Intelligent operations may be the single most important technological step the upstream oil and gas industry has taken in the past several decades. It brings all the new technologies to bear on enhanced reservoir performance and, therefore, increased ultimate recovery of oil and/or gas. As intelligent operations moves to widespread implementation, many new skill sets will be required, especially in the information technology disciplines.
Support functions—The upstream oil and gas industry does not exist as a simple collection of engineers and technicians. It is a business, much like that of manufacturing, and it requires all the associated business functions, from accounting to legal services to truck drivers to human resources personnel to myriad other functions. In fact, non-engineering and technical personnel account for nearly 50% of all those employed in the upstream oil and gas industry.
Operators vs. service and supply
The upstream industry may be divided into another set of players – oil and gas producers (operators) and the service and supply industry that supports them. Though their roles often overlap, each has a distinct position in the industry.
Operators—The oil and gas producing companies own or lease the oil and gas assets. Their business is to maximize the value of their assets. Although they must be more than technologically proficient, their job is, primarily, management of assets. This leads to a focus on the reservoir, its performance and the personnel necessary to manage the reservoir. Implementation of technical solutions in exploration, drilling and production are left, primarily, to the service and supply industry.

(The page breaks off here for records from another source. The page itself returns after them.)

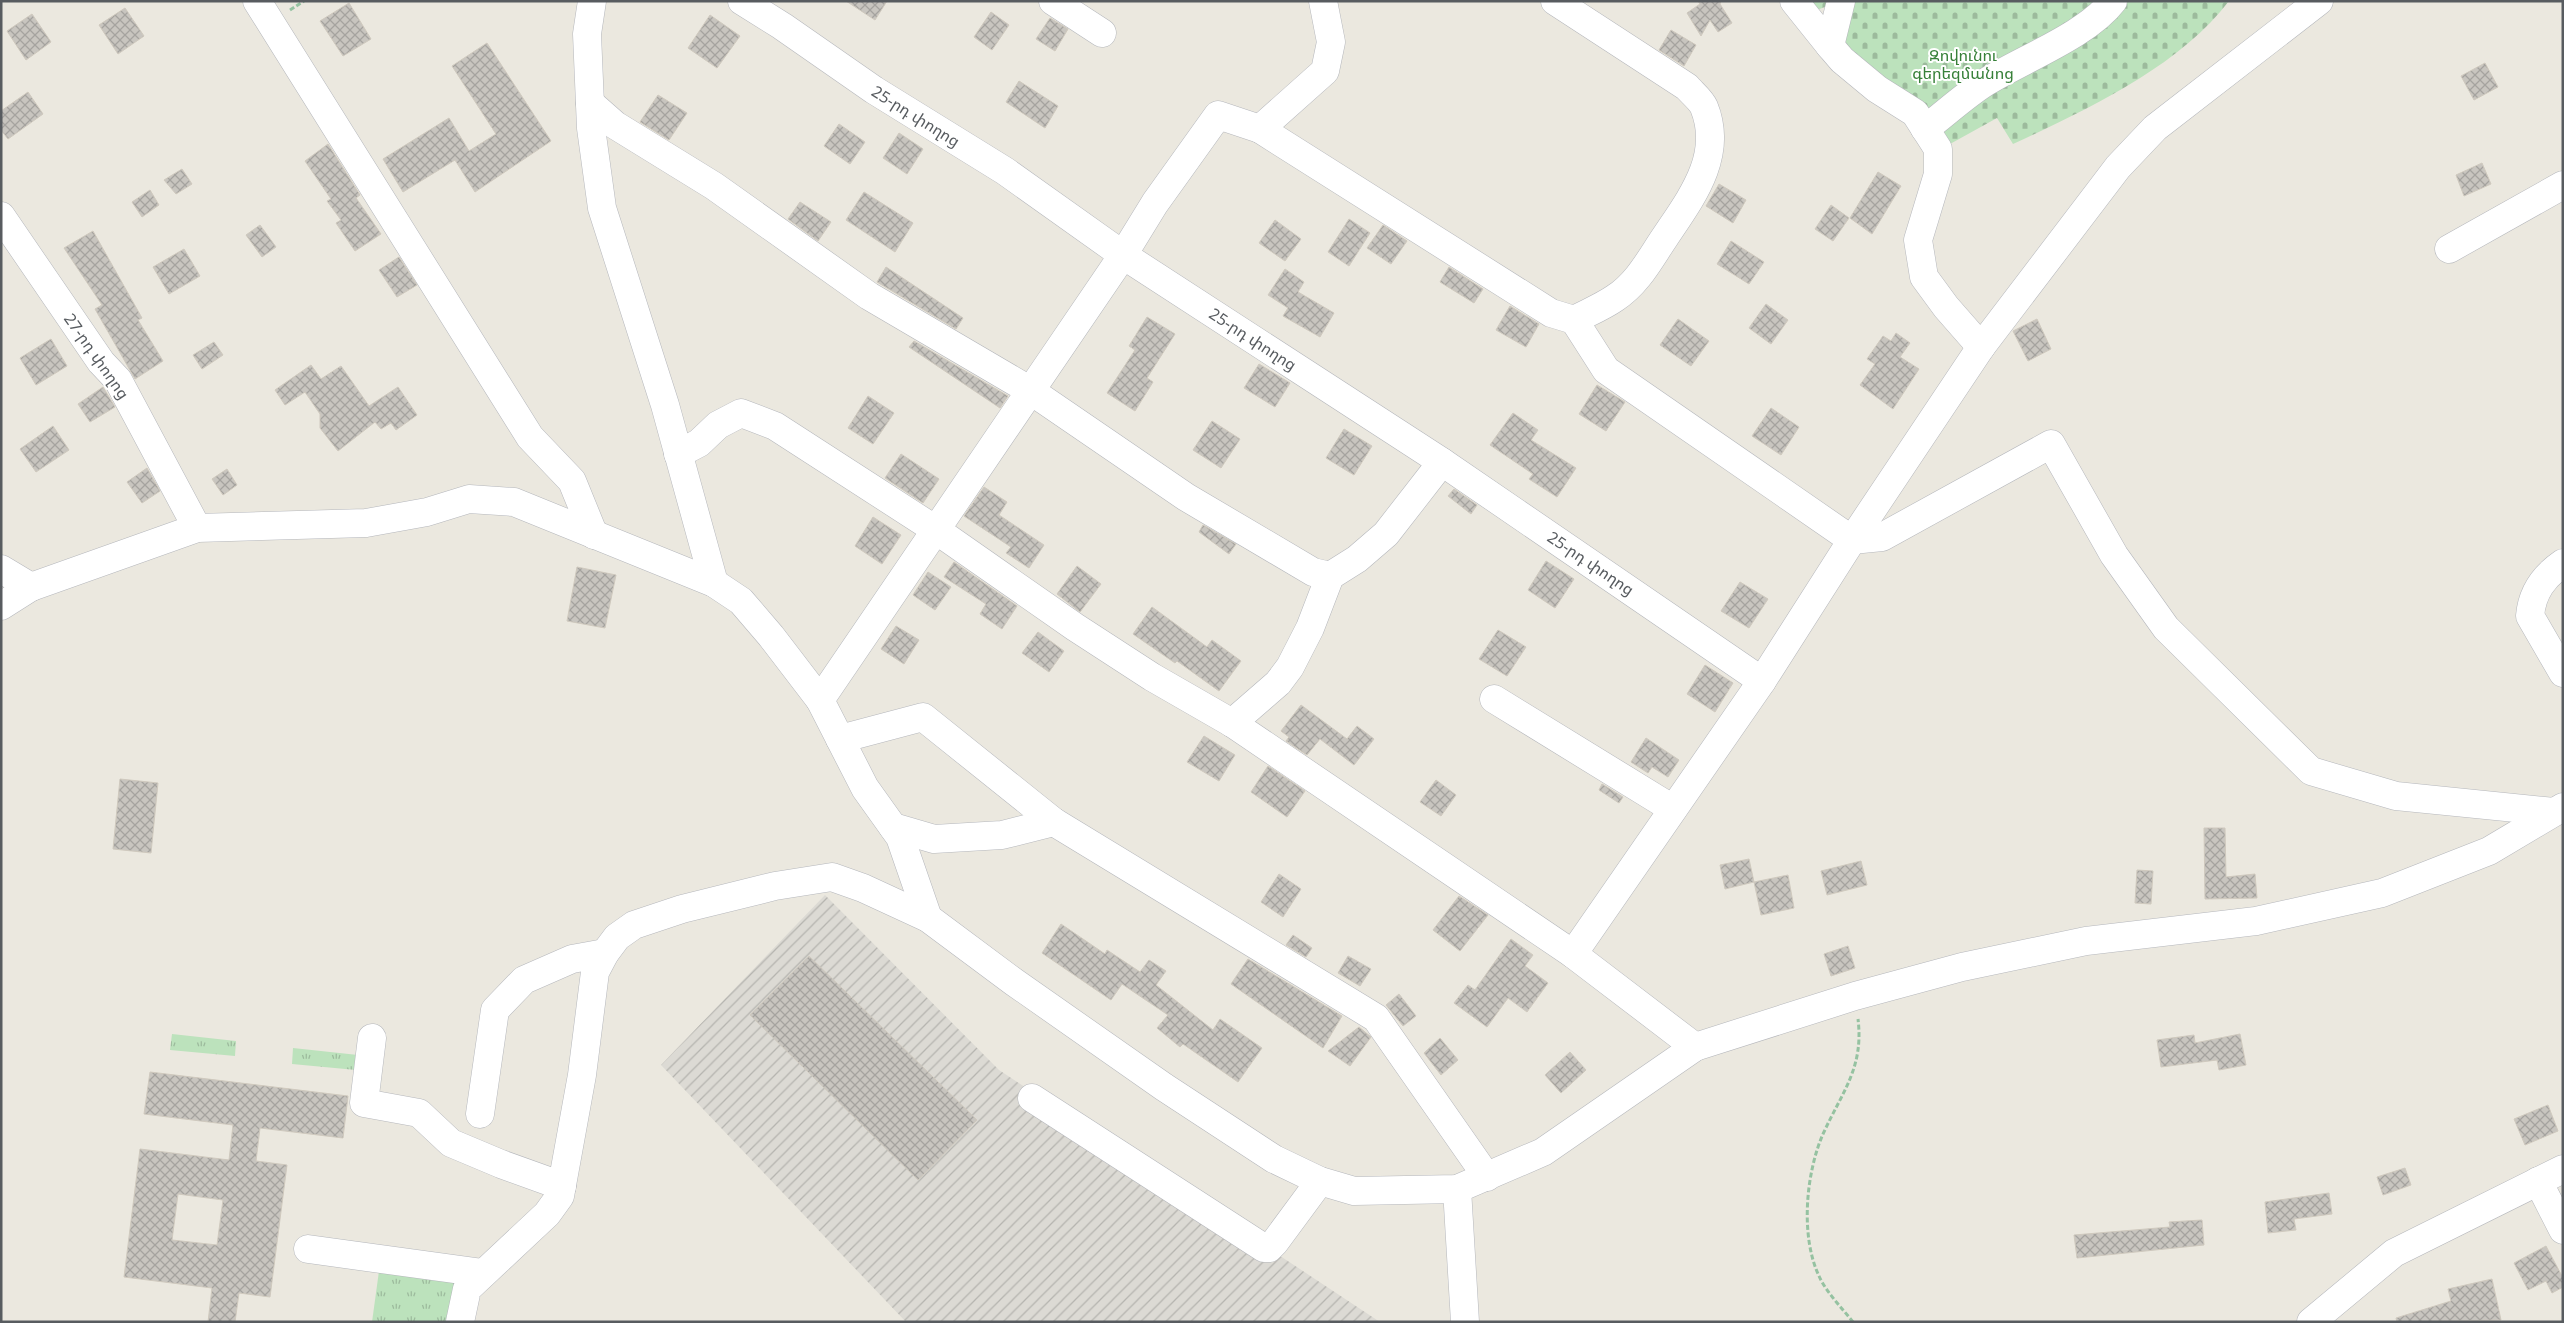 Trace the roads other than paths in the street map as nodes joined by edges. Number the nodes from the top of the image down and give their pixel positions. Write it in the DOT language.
graph roads {
  1 [pos="257,1"];
  2 [pos="592,1"];
  3 [pos="742,1"];
  4 [pos="1053,1"];
  5 [pos="1323,1"];
  6 [pos="1555,1"];
  7 [pos="1794,1"];
  8 [pos="1840,1"];
  9 [pos="2113,1"];
  10 [pos="2319,1"];
  11 [pos="1102,33"];
  12 [pos="1830,46"];
  13 [pos="590,103"];
  14 [pos="1260,128"];
  15 [pos="1925,130"];
  16 [pos="2563,185"];
  17 [pos="1,216"];
  18 [pos="10,246"];
  19 [pos="2449,249"];
  20 [pos="1123,255"];
  21 [pos="1574,320"];
  22 [pos="1981,347"];
  23 [pos="1031,391"];
  24 [pos="678,454"];
  25 [pos="1442,462"];
  26 [pos="198,528"];
  27 [pos="936,530"];
  28 [pos="594,535"];
  29 [pos="1852,540"];
  30 [pos="2563,563"];
  31 [pos="1,569"];
  32 [pos="1330,576"];
  33 [pos="714,583"];
  34 [pos="31,587"];
  35 [pos="1,606"];
  36 [pos="2563,673"];
  37 [pos="1762,680"];
  38 [pos="1494,699"];
  39 [pos="820,700"];
  40 [pos="1232,723"];
  41 [pos="840,739"];
  42 [pos="1674,809"];
  43 [pos="2558,809"];
  44 [pos="1054,822"];
  45 [pos="893,827"];
  46 [pos="928,918"];
  47 [pos="605,953"];
  48 [pos="1573,954"];
  49 [pos="372,1038"];
  50 [pos="1695,1047"];
  51 [pos="1032,1098"];
  52 [pos="480,1114"];
  53 [pos="2563,1170"];
  54 [pos="1487,1177"];
  55 [pos="1320,1181"];
  56 [pos="2538,1181"];
  57 [pos="562,1186"];
  58 [pos="1457,1189"];
  59 [pos="2563,1230"];
  60 [pos="308,1249"];
  61 [pos="483,1273"];
  62 [pos="460,1322"];
  63 [pos="1465,1322"];
  64 [pos="2311,1322"];
  1 -- 28 [label="street"];
  2 -- 13 [label="street"];
  3 -- 20 [label="street, 25-րդ փողոց"];
  4 -- 11 [label="street"];
  5 -- 14 [label="street"];
  6 -- 21 [label="street"];
  7 -- 12 [label="street"];
  8 -- 12 [label="street"];
  9 -- 15 [label="street"];
  10 -- 22 [label="street"];
  12 -- 15 [label="street"];
  13 -- 23 [label="street"];
  13 -- 24 [label="street"];
  14 -- 20 [label="street"];
  14 -- 21 [label="street"];
  15 -- 22 [label="street"];
  16 -- 19 [label="street"];
  17 -- 18 [label="street, 27-րդ փողոց"];
  18 -- 26 [label="street, 27-րդ փողոց"];
  20 -- 23 [label="street"];
  20 -- 25 [label="street, 25-րդ փողոց"];
  21 -- 29 [label="street"];
  22 -- 29 [label="street"];
  23 -- 27 [label="street"];
  23 -- 32 [label="street"];
  24 -- 27 [label="street"];
  24 -- 33 [label="street"];
  25 -- 32 [label="street"];
  25 -- 37 [label="street, 25-րդ փողոց"];
  26 -- 28 [label="street"];
  26 -- 34 [label="street"];
  27 -- 39 [label="street"];
  27 -- 40 [label="street"];
  28 -- 33 [label="street"];
  29 -- 37 [label="street"];
  29 -- 43 [label="street"];
  30 -- 36 [label="street"];
  31 -- 34 [label="street"];
  32 -- 40 [label="street"];
  33 -- 39 [label="street"];
  34 -- 35 [label="street"];
  37 -- 42 [label="street"];
  38 -- 42 [label="street"];
  39 -- 41 [label="street"];
  40 -- 48 [label="street"];
  41 -- 44 [label="street"];
  41 -- 45 [label="street"];
  42 -- 48 [label="street"];
  43 -- 50 [label="street"];
  44 -- 45 [label="street"];
  44 -- 54 [label="street"];
  45 -- 46 [label="street"];
  46 -- 47 [label="street"];
  46 -- 55 [label="street"];
  47 -- 52 [label="street"];
  47 -- 57 [label="street"];
  48 -- 50 [label="street"];
  49 -- 57 [label="street"];
  50 -- 54 [label="street"];
  51 -- 55 [label="street"];
  53 -- 56 [label="street"];
  54 -- 58 [label="street"];
  55 -- 58 [label="street"];
  56 -- 59 [label="street"];
  56 -- 64 [label="street"];
  57 -- 61 [label="street"];
  58 -- 63 [label="street"];
  60 -- 61 [label="street"];
  61 -- 62 [label="street"];
} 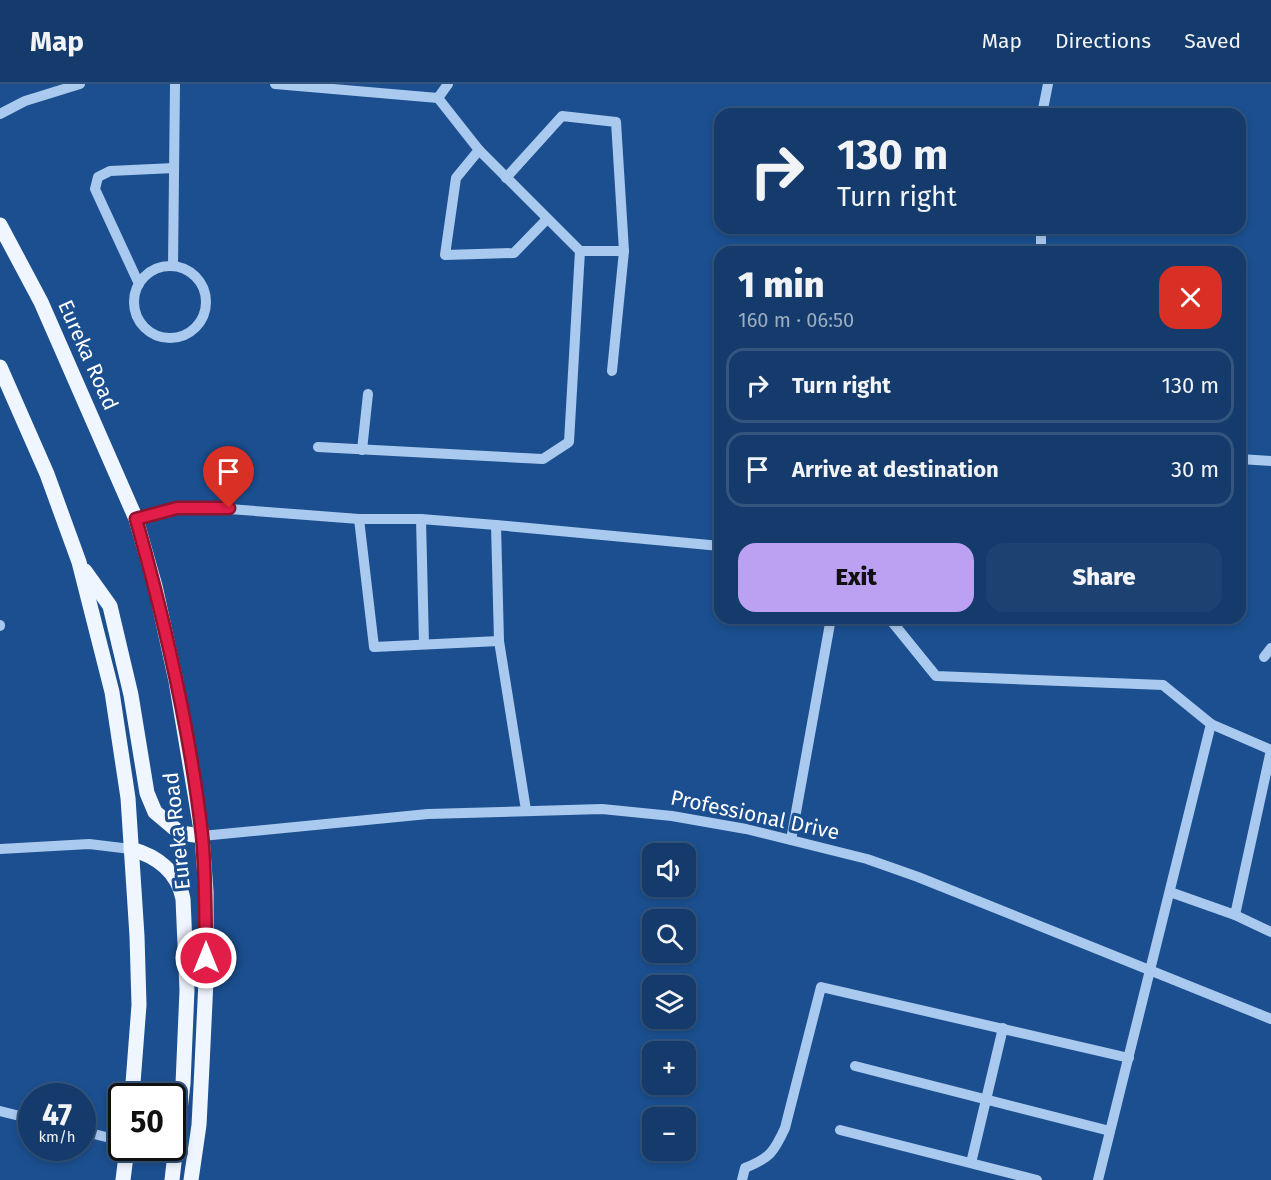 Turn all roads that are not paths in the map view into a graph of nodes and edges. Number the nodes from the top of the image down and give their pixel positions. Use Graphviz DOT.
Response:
graph roads {
  1 [pos="80,84"];
  2 [pos="175,84"];
  3 [pos="275,84"];
  4 [pos="448,84"];
  5 [pos="1048,84"];
  6 [pos="302,85"];
  7 [pos="438,98"];
  8 [pos="1043,108"];
  9 [pos="0,114"];
  10 [pos="479,150"];
  11 [pos="174,168"];
  12 [pos="506,178"];
  13 [pos="547,219"];
  14 [pos="0,225"];
  15 [pos="580,251"];
  16 [pos="624,251"];
  17 [pos="173,266"];
  18 [pos="139,284"];
  19 [pos="0,367"];
  20 [pos="612,371"];
  21 [pos="368,394"];
  22 [pos="318,447"];
  23 [pos="362,450"];
  24 [pos="1246,459"];
  25 [pos="1271,461"];
  26 [pos="136,519"];
  27 [pos="359,519"];
  28 [pos="421,519"];
  29 [pos="496,525"];
  30 [pos="714,545"];
  31 [pos="79,562"];
  32 [pos="830,624"];
  33 [pos="894,624"];
  34 [pos="499,641"];
  35 [pos="424,644"];
  36 [pos="1211,724"];
  37 [pos="1271,749"];
  38 [pos="526,810"];
  39 [pos="202,836"];
  40 [pos="791,840"];
  41 [pos="0,849"];
  42 [pos="131,849"];
  43 [pos="1170,892"];
  44 [pos="1235,915"];
  45 [pos="1271,932"];
  46 [pos="1150,971"];
  47 [pos="1271,1018"];
  48 [pos="1003,1028"];
  49 [pos="1129,1058"];
  50 [pos="855,1066"];
  51 [pos="133,1083"];
  52 [pos="987,1100"];
  53 [pos="0,1111"];
  54 [pos="18,1116"];
  55 [pos="840,1130"];
  56 [pos="1110,1131"];
  57 [pos="125,1161"];
  58 [pos="971,1163"];
  59 [pos="123,1180"];
  60 [pos="172,1180"];
  61 [pos="191,1180"];
  62 [pos="742,1180"];
  63 [pos="1037,1180"];
  64 [pos="1098,1180"];
  1 -- 9 [label="street"];
  2 -- 11 [label="street"];
  3 -- 6 [label="street"];
  4 -- 7 [label="street"];
  5 -- 8 [label="street"];
  6 -- 7 [label="street"];
  7 -- 10 [label="street"];
  10 -- 12 [label="street"];
  10 -- 13 [label="street"];
  11 -- 17 [label="street"];
  11 -- 18 [label="street"];
  12 -- 13 [label="street"];
  12 -- 16 [label="street"];
  13 -- 15 [label="street"];
  14 -- 26 [label="main road, Eureka Road"];
  15 -- 16 [label="street"];
  15 -- 23 [label="street"];
  16 -- 20 [label="street"];
  17 -- 18 [label="street"];
  17 -- 18 [label="street"];
  19 -- 31 [label="main road"];
  21 -- 23 [label="street"];
  22 -- 23 [label="street"];
  24 -- 25 [label="street"];
  26 -- 27 [label="street"];
  26 -- 39 [label="main road, Eureka Road"];
  27 -- 28 [label="street"];
  27 -- 35 [label="street"];
  28 -- 29 [label="street"];
  28 -- 35 [label="street"];
  29 -- 30 [label="street"];
  29 -- 34 [label="street"];
  31 -- 39 [label="main road"];
  31 -- 42 [label="main road"];
  32 -- 40 [label="street"];
  33 -- 36 [label="street"];
  34 -- 35 [label="street"];
  34 -- 38 [label="street"];
  36 -- 37 [label="street"];
  36 -- 43 [label="street"];
  37 -- 44 [label="street"];
  38 -- 39 [label="street, Professional Drive"];
  38 -- 40 [label="street, Professional Drive"];
  39 -- 61 [label="main road, Eureka Road"];
  40 -- 46 [label="street, Professional Drive"];
  41 -- 42 [label="street"];
  42 -- 51 [label="main road"];
  42 -- 60 [label="main road"];
  43 -- 44 [label="street"];
  43 -- 46 [label="street"];
  44 -- 45 [label="street"];
  46 -- 47 [label="street, Professional Drive"];
  46 -- 49 [label="street"];
  48 -- 49 [label="street"];
  48 -- 52 [label="street"];
  48 -- 62 [label="street"];
  49 -- 56 [label="street"];
  50 -- 52 [label="street"];
  52 -- 56 [label="street"];
  52 -- 58 [label="street"];
  53 -- 54 [label="street"];
  55 -- 58 [label="street"];
  56 -- 64 [label="street"];
  57 -- 59 [label="main road"];
  58 -- 63 [label="street"];
}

Service and supply—The service and supply industry rarely involves itself in the ownership of oil and gas producing assets. Rather, it develops and deploys the technology required to maximize the output and final recovery of the operators’ assets. This requires deep technical expertise from the engineering to technician level. It also requires much more fieldwork than is normal in an operating company.
Both sectors are heavily involved in the development of new technology, although many of the research and development functions once carried by the operators have devolved to the service and supply industry during the past two decades.